In this recitation, we will: (1) load a dataset, (2) manipulate text strings, (3) preprocess the content of a textual variable by creating a Document Term Matrix and (4) create a new variable representing the number of unique unigrams.
The dataset we will be working on today contains text from fake news sources on the Web. It contains text from 244 websites and represents 12999 posts in total (we will be using a subset of 5000 posts in this recitation). Fake news Web pages were identified using the BS Detector Chrome Extension by Daniel Sieradski.
First, we are loading a the FakeNewsData.csv file into our library using read.csv().
# Loading the dataset using read.csv()
myData <- read.csv("/Users/evelynebrie/Dropbox/TA/PSCI_107_Fall2017/Data_Science/Recitations/Week_13/FakeNewsData.csv")
# Looking at the dimensions of the dataset using dim()
dim(myData)
## [1] 5000 21
# Looking at the variable names using colnames()
colnames(myData)
## [1] "X" "uuid" "ord_in_thread"
## [4] "author" "published" "title"
## [7] "text" "language" "crawled"
## [10] "site_url" "country" "domain_rank"
## [13] "thread_title" "spam_score" "main_img_url"
## [16] "replies_count" "participants_count" "likes"

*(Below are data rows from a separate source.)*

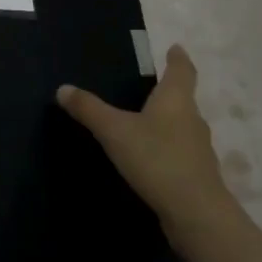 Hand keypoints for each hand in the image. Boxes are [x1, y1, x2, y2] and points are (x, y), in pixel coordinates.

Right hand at [57, 45, 232, 246]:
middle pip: (183, 98)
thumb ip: (89, 109)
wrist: (196, 214)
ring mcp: (198, 149)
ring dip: (168, 122)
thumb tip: (63, 88)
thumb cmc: (156, 159)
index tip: (175, 48)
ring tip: (145, 122)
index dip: (177, 58)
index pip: (181, 70)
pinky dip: (167, 149)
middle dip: (168, 91)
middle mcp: (192, 119)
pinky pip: (180, 152)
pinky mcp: (197, 175)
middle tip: (148, 86)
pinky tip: (150, 158)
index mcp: (176, 100)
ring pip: (182, 126)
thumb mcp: (114, 131) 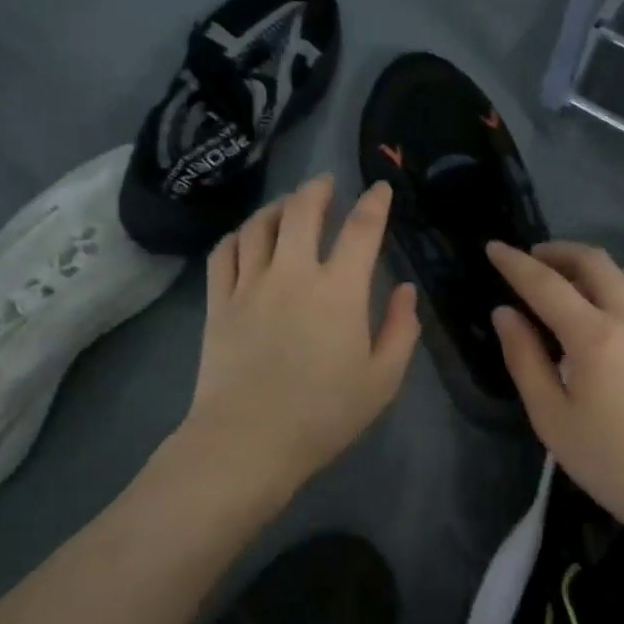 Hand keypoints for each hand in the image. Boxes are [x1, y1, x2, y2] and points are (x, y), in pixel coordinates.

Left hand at [183, 175, 419, 497]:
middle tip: (326, 183)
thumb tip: (405, 289)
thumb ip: (401, 330)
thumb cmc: (324, 414)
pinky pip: (224, 252)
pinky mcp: (218, 302)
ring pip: (260, 225)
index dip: (374, 203)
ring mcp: (250, 284)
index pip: (362, 229)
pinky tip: (246, 236)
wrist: (248, 440)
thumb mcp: (382, 380)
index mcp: (340, 290)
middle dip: (318, 189)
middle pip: (303, 210)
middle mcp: (293, 273)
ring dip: (278, 206)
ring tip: (288, 204)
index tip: (379, 188)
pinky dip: (238, 235)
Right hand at [487, 241, 623, 543]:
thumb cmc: (608, 462)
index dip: (514, 263)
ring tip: (579, 286)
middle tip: (534, 260)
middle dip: (558, 253)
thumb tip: (505, 313)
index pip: (545, 284)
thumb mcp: (551, 417)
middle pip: (594, 263)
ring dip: (600, 270)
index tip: (493, 247)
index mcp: (592, 336)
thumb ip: (524, 359) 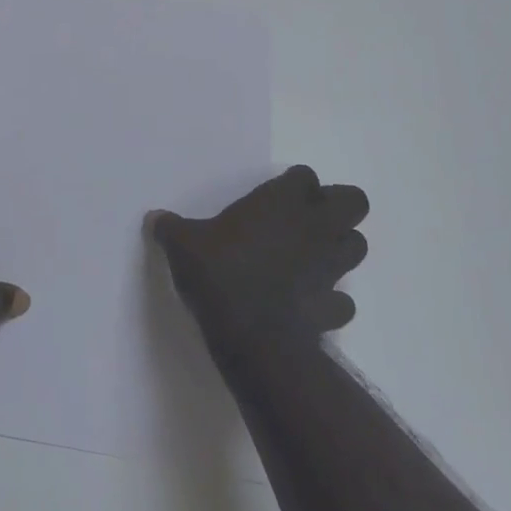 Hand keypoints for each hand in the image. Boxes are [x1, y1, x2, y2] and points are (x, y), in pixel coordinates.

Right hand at [149, 165, 368, 349]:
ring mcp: (330, 267)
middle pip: (353, 202)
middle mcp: (314, 227)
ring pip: (357, 246)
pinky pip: (343, 300)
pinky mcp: (334, 306)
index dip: (296, 185)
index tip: (277, 197)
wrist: (251, 334)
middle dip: (338, 207)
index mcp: (282, 202)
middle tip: (308, 219)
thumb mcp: (183, 244)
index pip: (305, 176)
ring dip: (340, 248)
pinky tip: (309, 303)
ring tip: (312, 257)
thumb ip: (171, 228)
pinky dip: (332, 300)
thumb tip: (153, 218)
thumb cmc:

## [19] "comments" "shares" "type"
# Viewing the class attribute of each variable using sapply() and class()
sapply(myData, FUN=class)
## X uuid ord_in_thread
## "integer" "factor" "integer"
## author published title
## "factor" "factor" "factor"
## text language crawled
## "factor" "factor" "factor"
## site_url country domain_rank
## "factor" "factor" "integer"
## thread_title spam_score main_img_url
## "factor" "numeric" "factor"
## replies_count participants_count likes
## "integer" "integer" "integer"
## comments shares type
## "integer" "integer" "factor"
Here are some useful functions to modify text strings in R:
| Function | Description |
|---|---|
gsub() |
Removes and substitutes a text string |
strsplit() |
Divides a given text string |
paste() |
Putting together separate elements to form a single text string |
substr() |
Selects a subset within a text string |
toupper() |
Converts all elements of a text string to uppercase |
# Let's say we want to create a new variable with the text of the article and the title combined
myData$totalText <- paste(myData$title, myData$text, sep=" ")
# Convert this variable to character
myData$totalText <- as.character(myData$totalText)
# Displaying the content of the two first posts
myData$totalText[1:2]
## [1] "Muslims BUSTED: They Stole Millions In Gov’t Benefits Print They should pay all the back all the money plus interest. The entire family and everyone who came in with them need to be deported asap. Why did it take two years to bust them? \nHere we go again …another group stealing from the government and taxpayers! A group of Somalis stole over four million in government benefits over just 10 months! \nWe’ve reported on numerous cases like this one where the Muslim refugees/immigrants commit fraud by scamming our system…It’s way out of control! More Related"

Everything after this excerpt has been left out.